Thursday, December 11, 2008

Choosing Your Profile Pictures

Today I wanted to share something that I’ve learned over the past year on my blog. If you’re going to be a part of any form of social networking on the internet, you need to know a little bit about safety.

WAIT! Don’t stop reading. I know what you’re thinking. I don’t have to worry about internet stalking etc. because that stuff happens to the other guy. If that thinking is correct, then you are the other guy.

I’ve already posted about blogging safely, you can click here to read that post. Today I wanted to mention another item of social networking I had an epiphany about.

In almost every form of social networking I can find, it asks for some kind of profile picture. All you have to do is browse your files and upload a picture. Pretty easy, huh? But something I hadn’t thought about before was what kind of picture you should be using for your profile.

First you need to ask yourself what the purpose of the webpage is that you are about to post your picture on. Are you trying to promote a business or a book? Are you looking to meet someone or do internet dating? Are you trying to raise money for a charity?
For each of those questions, there is a different photo which could be used in your profile.
My profile on this blog right now is a close-up of me which will be used in my upcoming book. My blog is set up so that *hopefully* those who are visiting will notice I am an author and this is a writing blog. Now here’s the epiphany part—I don’t need to use this same photo for all of my social networking!

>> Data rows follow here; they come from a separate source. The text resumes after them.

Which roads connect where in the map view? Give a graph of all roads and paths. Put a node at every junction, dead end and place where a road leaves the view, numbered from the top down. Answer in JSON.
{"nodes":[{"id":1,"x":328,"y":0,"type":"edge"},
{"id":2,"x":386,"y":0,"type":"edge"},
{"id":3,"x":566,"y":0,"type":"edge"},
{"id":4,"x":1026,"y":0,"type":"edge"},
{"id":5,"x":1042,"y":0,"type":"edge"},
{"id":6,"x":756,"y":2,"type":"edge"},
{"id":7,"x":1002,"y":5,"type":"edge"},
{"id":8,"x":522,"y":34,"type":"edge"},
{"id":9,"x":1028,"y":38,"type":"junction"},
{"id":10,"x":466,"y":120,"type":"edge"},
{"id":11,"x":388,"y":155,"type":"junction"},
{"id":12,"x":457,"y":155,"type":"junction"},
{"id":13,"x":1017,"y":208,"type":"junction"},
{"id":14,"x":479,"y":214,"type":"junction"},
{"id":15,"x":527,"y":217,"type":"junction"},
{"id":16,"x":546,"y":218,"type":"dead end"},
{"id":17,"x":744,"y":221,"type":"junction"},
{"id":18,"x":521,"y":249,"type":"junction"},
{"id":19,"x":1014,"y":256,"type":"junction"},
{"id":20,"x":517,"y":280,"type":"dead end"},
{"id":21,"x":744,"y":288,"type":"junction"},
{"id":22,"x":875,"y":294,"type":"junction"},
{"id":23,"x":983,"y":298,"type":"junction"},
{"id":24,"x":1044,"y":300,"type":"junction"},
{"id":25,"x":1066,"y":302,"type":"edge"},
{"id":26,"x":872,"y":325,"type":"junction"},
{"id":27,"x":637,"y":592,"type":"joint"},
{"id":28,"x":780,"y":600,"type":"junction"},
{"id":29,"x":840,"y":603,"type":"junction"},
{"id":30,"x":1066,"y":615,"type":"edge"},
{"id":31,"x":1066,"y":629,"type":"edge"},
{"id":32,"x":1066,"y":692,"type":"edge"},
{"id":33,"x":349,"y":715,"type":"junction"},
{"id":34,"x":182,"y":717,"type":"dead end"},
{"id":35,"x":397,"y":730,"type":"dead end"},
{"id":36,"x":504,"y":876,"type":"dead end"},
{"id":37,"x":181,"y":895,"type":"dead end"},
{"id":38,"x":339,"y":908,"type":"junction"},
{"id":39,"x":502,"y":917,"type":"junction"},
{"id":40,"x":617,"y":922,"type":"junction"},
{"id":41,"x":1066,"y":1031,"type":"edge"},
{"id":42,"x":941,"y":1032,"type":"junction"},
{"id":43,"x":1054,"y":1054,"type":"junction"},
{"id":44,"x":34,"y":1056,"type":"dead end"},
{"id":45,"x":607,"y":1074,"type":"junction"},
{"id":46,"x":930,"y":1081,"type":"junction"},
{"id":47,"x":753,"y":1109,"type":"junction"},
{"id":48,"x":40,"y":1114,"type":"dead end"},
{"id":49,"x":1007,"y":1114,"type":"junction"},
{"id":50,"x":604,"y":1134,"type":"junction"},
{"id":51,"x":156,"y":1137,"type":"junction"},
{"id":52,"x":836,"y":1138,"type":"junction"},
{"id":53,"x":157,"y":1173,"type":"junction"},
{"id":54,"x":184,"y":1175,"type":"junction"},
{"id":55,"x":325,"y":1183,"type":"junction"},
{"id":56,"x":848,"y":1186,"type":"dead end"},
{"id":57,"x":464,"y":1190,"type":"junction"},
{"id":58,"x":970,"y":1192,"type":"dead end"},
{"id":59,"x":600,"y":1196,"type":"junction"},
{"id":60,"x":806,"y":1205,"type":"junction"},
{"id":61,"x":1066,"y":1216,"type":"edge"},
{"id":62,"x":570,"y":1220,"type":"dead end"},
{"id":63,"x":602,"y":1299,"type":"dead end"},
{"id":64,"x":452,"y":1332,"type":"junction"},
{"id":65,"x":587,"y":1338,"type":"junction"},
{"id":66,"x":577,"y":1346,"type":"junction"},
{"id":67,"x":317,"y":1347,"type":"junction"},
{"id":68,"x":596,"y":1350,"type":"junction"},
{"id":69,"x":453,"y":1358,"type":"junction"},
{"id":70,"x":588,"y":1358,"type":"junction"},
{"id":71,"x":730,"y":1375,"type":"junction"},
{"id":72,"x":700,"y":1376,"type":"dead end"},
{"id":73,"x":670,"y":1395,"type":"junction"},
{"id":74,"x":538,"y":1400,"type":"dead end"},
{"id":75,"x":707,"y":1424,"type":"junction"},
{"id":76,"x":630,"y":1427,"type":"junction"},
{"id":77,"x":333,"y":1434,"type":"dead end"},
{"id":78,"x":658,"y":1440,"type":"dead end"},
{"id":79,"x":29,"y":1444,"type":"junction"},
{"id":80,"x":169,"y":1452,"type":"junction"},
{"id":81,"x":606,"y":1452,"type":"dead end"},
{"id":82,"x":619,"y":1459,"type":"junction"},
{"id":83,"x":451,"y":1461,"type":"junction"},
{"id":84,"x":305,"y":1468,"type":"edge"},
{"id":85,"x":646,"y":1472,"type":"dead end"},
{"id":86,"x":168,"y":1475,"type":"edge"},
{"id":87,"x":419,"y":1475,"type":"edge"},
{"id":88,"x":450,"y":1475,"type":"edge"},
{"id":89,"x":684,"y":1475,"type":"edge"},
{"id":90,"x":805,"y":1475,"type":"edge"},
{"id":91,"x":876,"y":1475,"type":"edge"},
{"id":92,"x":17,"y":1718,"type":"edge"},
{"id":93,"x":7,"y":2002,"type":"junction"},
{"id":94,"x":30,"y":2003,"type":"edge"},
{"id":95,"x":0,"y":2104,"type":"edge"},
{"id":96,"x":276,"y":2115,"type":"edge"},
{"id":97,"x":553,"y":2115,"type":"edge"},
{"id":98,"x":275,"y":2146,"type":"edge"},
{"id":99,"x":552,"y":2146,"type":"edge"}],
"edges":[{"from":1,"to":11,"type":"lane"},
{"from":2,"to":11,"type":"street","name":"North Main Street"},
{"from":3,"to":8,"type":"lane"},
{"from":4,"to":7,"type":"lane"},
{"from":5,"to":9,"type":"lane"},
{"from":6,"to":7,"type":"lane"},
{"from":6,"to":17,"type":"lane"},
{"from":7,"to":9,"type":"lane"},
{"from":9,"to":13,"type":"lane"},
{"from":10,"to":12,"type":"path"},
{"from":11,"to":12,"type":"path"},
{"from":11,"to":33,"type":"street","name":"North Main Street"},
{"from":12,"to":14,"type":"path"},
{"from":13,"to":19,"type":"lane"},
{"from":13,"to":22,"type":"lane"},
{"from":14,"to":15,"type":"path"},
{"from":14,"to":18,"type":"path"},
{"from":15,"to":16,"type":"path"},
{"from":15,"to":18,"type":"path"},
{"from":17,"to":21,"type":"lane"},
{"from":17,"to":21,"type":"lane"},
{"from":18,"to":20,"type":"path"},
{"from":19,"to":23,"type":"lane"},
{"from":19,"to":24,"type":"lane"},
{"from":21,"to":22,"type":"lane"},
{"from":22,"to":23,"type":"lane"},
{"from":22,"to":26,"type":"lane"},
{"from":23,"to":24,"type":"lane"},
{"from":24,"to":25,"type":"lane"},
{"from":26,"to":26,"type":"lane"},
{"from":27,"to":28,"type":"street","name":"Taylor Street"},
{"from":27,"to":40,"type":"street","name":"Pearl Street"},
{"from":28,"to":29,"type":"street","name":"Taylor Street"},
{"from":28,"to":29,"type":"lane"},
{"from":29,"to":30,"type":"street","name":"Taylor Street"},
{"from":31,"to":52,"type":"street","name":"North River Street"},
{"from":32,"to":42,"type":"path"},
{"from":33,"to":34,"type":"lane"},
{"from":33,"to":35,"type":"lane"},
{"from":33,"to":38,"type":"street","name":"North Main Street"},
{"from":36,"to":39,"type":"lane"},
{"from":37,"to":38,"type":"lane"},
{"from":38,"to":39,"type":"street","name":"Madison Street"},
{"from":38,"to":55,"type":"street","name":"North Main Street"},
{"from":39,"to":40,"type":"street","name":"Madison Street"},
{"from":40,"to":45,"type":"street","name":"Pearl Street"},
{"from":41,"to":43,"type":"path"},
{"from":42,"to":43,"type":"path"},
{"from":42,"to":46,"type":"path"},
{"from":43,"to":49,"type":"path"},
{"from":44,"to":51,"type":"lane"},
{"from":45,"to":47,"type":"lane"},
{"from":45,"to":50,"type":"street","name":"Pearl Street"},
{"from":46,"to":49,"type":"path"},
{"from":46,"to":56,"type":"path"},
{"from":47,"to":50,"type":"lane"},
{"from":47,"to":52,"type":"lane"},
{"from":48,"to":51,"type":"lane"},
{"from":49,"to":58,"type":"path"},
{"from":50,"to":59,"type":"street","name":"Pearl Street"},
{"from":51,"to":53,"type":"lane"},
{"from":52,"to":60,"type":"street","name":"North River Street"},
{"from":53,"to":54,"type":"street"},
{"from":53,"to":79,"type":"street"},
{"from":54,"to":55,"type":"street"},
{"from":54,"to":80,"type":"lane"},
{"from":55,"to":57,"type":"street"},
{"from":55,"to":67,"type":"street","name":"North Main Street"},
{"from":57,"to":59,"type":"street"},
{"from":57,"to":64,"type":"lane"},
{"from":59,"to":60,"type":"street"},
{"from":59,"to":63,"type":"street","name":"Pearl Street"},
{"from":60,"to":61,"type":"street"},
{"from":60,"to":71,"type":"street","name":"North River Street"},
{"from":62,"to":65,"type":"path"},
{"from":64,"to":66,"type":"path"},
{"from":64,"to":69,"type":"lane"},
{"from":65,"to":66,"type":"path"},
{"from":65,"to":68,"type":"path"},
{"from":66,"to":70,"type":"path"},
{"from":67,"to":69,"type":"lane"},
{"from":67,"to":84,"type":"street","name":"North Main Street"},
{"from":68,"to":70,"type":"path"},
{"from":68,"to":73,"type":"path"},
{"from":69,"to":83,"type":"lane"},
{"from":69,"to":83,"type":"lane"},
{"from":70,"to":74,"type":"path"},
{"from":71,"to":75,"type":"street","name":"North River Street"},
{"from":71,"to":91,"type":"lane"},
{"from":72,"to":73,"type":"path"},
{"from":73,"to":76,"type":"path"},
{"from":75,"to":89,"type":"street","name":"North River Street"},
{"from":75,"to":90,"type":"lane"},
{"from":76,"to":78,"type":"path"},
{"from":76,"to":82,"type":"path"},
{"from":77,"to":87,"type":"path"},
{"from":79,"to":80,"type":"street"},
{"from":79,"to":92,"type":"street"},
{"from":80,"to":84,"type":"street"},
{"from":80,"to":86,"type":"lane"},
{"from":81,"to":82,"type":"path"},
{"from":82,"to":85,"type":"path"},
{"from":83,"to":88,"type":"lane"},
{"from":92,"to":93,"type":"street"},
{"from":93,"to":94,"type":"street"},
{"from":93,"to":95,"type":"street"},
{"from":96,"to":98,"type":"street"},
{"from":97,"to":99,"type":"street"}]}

Why didn’t I think of this sooner? Just because it asks for a profile picture, doesn’t mean you have to put one of yourself up there. I have noticed many authors who actually put a picture of their book as the profile pic and I think that’s pretty smart.

You may also be wondering what got me thinking about this. Well, I’m a member of several different social networks—some of which have a public profile—meaning anyone can see the picture. Most social networks have circles within where you can find friends who share your same interests. But there are many people in these social networks who are just grazing, they’re not really into books or art or music, they’re into people.

This is what I learned the hard way. I don’t know if this will apply to men as much, but for a female, no matter what your age or marital status this is important. On those social networking sites which allow your profile to be viewed by anyone it is prudent and wise to post a picture of yourself that is not a close-up. Why? Because I have received several messages from people I don’t know saying my picture is gorgeous blah blah blah, can we be friends?

First of all, I ask myself why this person didn’t notice I was married in my profile and then I answer the question myself and get to the point I mentioned above. If you have a pretty picture of yourself and you are not internet dating, don’t post it as your profile picture. Instead, post a zany picture of you which would make it hard for someone to pick you out in public. You could wear a hat or sunglasses. You can also use special effects on your photos to make them look like cartoons or pencil drawings. You could also put pictures of your pet goldfish, your favorite book, a quilt etc. These are all things which will deter someone who is just browsing the net trying to find photos of someone to be “friends” with. Okay, my husband is still laughing about the suggestion to use a quilt as a profile picture, but nobody’s going to hit on a quilt, right?

Some of you will undoubtedly think I’m a little paranoid—that there’s no need for that level of safety for your own social networking. Have you heard the saying “better safe than sorry” ? I have and I’m trying my best to learn how to navigate our internet world and keep on the safe side.

This is just a small deterrent to the unpleasant messages you might come across while you’re surfing the web. But each small step leads to happier, safer social networking.